To do: A verbatim copy of the data is wanted, minus any picture in it.

Exercise materials:
************

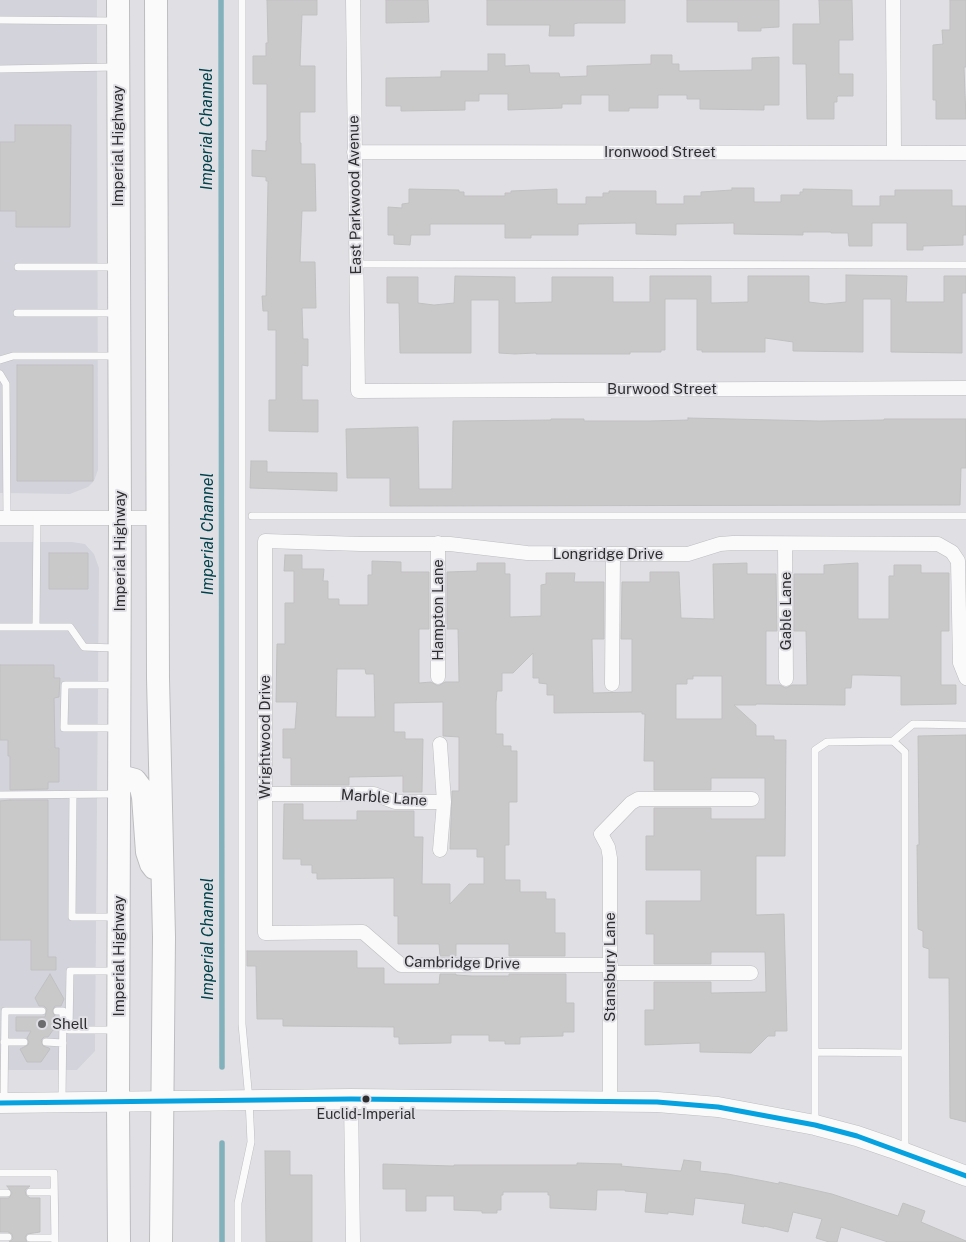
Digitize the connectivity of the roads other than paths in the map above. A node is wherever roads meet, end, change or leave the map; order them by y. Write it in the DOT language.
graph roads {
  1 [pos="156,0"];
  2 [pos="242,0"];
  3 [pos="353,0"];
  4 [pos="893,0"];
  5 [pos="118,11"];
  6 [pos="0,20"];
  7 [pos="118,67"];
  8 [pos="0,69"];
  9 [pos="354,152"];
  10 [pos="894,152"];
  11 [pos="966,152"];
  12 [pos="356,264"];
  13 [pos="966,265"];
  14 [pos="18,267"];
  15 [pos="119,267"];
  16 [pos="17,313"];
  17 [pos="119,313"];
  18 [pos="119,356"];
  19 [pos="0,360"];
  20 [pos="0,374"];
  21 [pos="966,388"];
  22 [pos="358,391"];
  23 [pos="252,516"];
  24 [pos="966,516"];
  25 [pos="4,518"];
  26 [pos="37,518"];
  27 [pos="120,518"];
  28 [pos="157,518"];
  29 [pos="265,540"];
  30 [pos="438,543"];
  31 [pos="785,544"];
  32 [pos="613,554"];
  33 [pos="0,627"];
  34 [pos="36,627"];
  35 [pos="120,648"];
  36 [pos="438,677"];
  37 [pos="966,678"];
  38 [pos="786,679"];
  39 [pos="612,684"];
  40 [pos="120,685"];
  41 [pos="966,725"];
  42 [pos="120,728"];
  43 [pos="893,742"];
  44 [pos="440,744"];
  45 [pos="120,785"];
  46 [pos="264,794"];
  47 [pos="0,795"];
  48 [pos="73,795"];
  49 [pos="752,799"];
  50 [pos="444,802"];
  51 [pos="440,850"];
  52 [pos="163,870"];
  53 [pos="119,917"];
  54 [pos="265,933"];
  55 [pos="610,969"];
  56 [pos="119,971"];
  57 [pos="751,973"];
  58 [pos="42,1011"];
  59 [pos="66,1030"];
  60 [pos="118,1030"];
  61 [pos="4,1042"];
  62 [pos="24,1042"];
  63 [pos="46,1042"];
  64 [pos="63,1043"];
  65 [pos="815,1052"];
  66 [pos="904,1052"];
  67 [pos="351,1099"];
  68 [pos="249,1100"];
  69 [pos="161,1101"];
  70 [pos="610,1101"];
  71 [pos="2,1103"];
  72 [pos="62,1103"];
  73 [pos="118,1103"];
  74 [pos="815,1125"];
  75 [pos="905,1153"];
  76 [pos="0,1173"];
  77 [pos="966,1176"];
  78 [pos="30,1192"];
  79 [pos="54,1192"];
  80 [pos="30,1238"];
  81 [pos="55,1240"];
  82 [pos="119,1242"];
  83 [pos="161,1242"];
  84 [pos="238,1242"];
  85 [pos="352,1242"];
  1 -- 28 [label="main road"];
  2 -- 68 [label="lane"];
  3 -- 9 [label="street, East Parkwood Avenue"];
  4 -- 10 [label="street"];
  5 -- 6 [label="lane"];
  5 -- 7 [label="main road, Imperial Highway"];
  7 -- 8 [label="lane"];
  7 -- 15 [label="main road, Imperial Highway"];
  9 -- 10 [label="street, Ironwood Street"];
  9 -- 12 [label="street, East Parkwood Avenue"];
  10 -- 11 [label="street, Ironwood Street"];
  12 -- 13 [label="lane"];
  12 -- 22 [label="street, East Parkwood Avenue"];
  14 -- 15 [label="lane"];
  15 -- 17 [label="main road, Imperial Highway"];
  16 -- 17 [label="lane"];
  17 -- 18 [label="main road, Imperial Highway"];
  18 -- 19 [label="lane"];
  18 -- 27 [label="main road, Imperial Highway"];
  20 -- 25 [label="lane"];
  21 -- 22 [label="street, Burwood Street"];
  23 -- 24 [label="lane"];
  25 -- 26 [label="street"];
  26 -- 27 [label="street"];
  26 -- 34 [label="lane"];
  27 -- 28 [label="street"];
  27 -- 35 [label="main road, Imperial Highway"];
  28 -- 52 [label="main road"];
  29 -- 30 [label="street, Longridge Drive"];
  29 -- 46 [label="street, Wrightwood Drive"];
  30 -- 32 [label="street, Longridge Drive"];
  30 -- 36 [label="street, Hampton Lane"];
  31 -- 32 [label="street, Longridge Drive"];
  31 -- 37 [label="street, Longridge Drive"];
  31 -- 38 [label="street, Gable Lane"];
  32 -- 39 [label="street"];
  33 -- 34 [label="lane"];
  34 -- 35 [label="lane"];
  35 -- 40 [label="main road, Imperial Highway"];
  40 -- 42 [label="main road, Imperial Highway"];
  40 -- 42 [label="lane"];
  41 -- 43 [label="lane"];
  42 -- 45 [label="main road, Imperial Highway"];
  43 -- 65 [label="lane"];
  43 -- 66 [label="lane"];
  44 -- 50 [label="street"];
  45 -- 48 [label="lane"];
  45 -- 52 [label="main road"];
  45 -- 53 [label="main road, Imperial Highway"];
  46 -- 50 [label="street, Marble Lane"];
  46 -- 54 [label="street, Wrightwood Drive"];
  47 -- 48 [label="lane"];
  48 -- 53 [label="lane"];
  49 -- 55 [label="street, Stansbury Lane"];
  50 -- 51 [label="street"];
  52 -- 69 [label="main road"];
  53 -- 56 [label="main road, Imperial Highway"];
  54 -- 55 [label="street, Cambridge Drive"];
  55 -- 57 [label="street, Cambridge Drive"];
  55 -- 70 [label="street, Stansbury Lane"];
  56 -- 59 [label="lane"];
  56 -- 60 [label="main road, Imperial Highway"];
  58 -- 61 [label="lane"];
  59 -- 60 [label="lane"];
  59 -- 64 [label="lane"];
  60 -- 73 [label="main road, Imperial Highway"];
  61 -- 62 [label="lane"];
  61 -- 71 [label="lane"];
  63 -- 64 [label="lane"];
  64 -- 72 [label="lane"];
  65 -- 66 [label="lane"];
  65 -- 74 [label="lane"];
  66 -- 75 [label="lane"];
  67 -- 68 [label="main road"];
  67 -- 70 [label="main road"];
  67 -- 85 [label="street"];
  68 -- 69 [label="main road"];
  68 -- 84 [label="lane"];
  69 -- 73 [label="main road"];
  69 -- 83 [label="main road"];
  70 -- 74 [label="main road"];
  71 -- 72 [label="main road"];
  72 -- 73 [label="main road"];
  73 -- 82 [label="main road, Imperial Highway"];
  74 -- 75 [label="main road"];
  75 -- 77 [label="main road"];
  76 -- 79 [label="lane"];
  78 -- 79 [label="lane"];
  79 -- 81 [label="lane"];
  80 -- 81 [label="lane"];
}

************

Response to this task:
Digitize the connectivity of the roads other than paths in the map above. A node is wherever roads meet, end, change or leave the map; order them by y. Write it in the DOT language.
graph roads {
  1 [pos="156,0"];
  2 [pos="242,0"];
  3 [pos="353,0"];
  4 [pos="893,0"];
  5 [pos="118,11"];
  6 [pos="0,20"];
  7 [pos="118,67"];
  8 [pos="0,69"];
  9 [pos="354,152"];
  10 [pos="894,152"];
  11 [pos="966,152"];
  12 [pos="356,264"];
  13 [pos="966,265"];
  14 [pos="18,267"];
  15 [pos="119,267"];
  16 [pos="17,313"];
  17 [pos="119,313"];
  18 [pos="119,356"];
  19 [pos="0,360"];
  20 [pos="0,374"];
  21 [pos="966,388"];
  22 [pos="358,391"];
  23 [pos="252,516"];
  24 [pos="966,516"];
  25 [pos="4,518"];
  26 [pos="37,518"];
  27 [pos="120,518"];
  28 [pos="157,518"];
  29 [pos="265,540"];
  30 [pos="438,543"];
  31 [pos="785,544"];
  32 [pos="613,554"];
  33 [pos="0,627"];
  34 [pos="36,627"];
  35 [pos="120,648"];
  36 [pos="438,677"];
  37 [pos="966,678"];
  38 [pos="786,679"];
  39 [pos="612,684"];
  40 [pos="120,685"];
  41 [pos="966,725"];
  42 [pos="120,728"];
  43 [pos="893,742"];
  44 [pos="440,744"];
  45 [pos="120,785"];
  46 [pos="264,794"];
  47 [pos="0,795"];
  48 [pos="73,795"];
  49 [pos="752,799"];
  50 [pos="444,802"];
  51 [pos="440,850"];
  52 [pos="163,870"];
  53 [pos="119,917"];
  54 [pos="265,933"];
  55 [pos="610,969"];
  56 [pos="119,971"];
  57 [pos="751,973"];
  58 [pos="42,1011"];
  59 [pos="66,1030"];
  60 [pos="118,1030"];
  61 [pos="4,1042"];
  62 [pos="24,1042"];
  63 [pos="46,1042"];
  64 [pos="63,1043"];
  65 [pos="815,1052"];
  66 [pos="904,1052"];
  67 [pos="351,1099"];
  68 [pos="249,1100"];
  69 [pos="161,1101"];
  70 [pos="610,1101"];
  71 [pos="2,1103"];
  72 [pos="62,1103"];
  73 [pos="118,1103"];
  74 [pos="815,1125"];
  75 [pos="905,1153"];
  76 [pos="0,1173"];
  77 [pos="966,1176"];
  78 [pos="30,1192"];
  79 [pos="54,1192"];
  80 [pos="30,1238"];
  81 [pos="55,1240"];
  82 [pos="119,1242"];
  83 [pos="161,1242"];
  84 [pos="238,1242"];
  85 [pos="352,1242"];
  1 -- 28 [label="main road"];
  2 -- 68 [label="lane"];
  3 -- 9 [label="street, East Parkwood Avenue"];
  4 -- 10 [label="street"];
  5 -- 6 [label="lane"];
  5 -- 7 [label="main road, Imperial Highway"];
  7 -- 8 [label="lane"];
  7 -- 15 [label="main road, Imperial Highway"];
  9 -- 10 [label="street, Ironwood Street"];
  9 -- 12 [label="street, East Parkwood Avenue"];
  10 -- 11 [label="street, Ironwood Street"];
  12 -- 13 [label="lane"];
  12 -- 22 [label="street, East Parkwood Avenue"];
  14 -- 15 [label="lane"];
  15 -- 17 [label="main road, Imperial Highway"];
  16 -- 17 [label="lane"];
  17 -- 18 [label="main road, Imperial Highway"];
  18 -- 19 [label="lane"];
  18 -- 27 [label="main road, Imperial Highway"];
  20 -- 25 [label="lane"];
  21 -- 22 [label="street, Burwood Street"];
  23 -- 24 [label="lane"];
  25 -- 26 [label="street"];
  26 -- 27 [label="street"];
  26 -- 34 [label="lane"];
  27 -- 28 [label="street"];
  27 -- 35 [label="main road, Imperial Highway"];
  28 -- 52 [label="main road"];
  29 -- 30 [label="street, Longridge Drive"];
  29 -- 46 [label="street, Wrightwood Drive"];
  30 -- 32 [label="street, Longridge Drive"];
  30 -- 36 [label="street, Hampton Lane"];
  31 -- 32 [label="street, Longridge Drive"];
  31 -- 37 [label="street, Longridge Drive"];
  31 -- 38 [label="street, Gable Lane"];
  32 -- 39 [label="street"];
  33 -- 34 [label="lane"];
  34 -- 35 [label="lane"];
  35 -- 40 [label="main road, Imperial Highway"];
  40 -- 42 [label="main road, Imperial Highway"];
  40 -- 42 [label="lane"];
  41 -- 43 [label="lane"];
  42 -- 45 [label="main road, Imperial Highway"];
  43 -- 65 [label="lane"];
  43 -- 66 [label="lane"];
  44 -- 50 [label="street"];
  45 -- 48 [label="lane"];
  45 -- 52 [label="main road"];
  45 -- 53 [label="main road, Imperial Highway"];
  46 -- 50 [label="street, Marble Lane"];
  46 -- 54 [label="street, Wrightwood Drive"];
  47 -- 48 [label="lane"];
  48 -- 53 [label="lane"];
  49 -- 55 [label="street, Stansbury Lane"];
  50 -- 51 [label="street"];
  52 -- 69 [label="main road"];
  53 -- 56 [label="main road, Imperial Highway"];
  54 -- 55 [label="street, Cambridge Drive"];
  55 -- 57 [label="street, Cambridge Drive"];
  55 -- 70 [label="street, Stansbury Lane"];
  56 -- 59 [label="lane"];
  56 -- 60 [label="main road, Imperial Highway"];
  58 -- 61 [label="lane"];
  59 -- 60 [label="lane"];
  59 -- 64 [label="lane"];
  60 -- 73 [label="main road, Imperial Highway"];
  61 -- 62 [label="lane"];
  61 -- 71 [label="lane"];
  63 -- 64 [label="lane"];
  64 -- 72 [label="lane"];
  65 -- 66 [label="lane"];
  65 -- 74 [label="lane"];
  66 -- 75 [label="lane"];
  67 -- 68 [label="main road"];
  67 -- 70 [label="main road"];
  67 -- 85 [label="street"];
  68 -- 69 [label="main road"];
  68 -- 84 [label="lane"];
  69 -- 73 [label="main road"];
  69 -- 83 [label="main road"];
  70 -- 74 [label="main road"];
  71 -- 72 [label="main road"];
  72 -- 73 [label="main road"];
  73 -- 82 [label="main road, Imperial Highway"];
  74 -- 75 [label="main road"];
  75 -- 77 [label="main road"];
  76 -- 79 [label="lane"];
  78 -- 79 [label="lane"];
  79 -- 81 [label="lane"];
  80 -- 81 [label="lane"];
}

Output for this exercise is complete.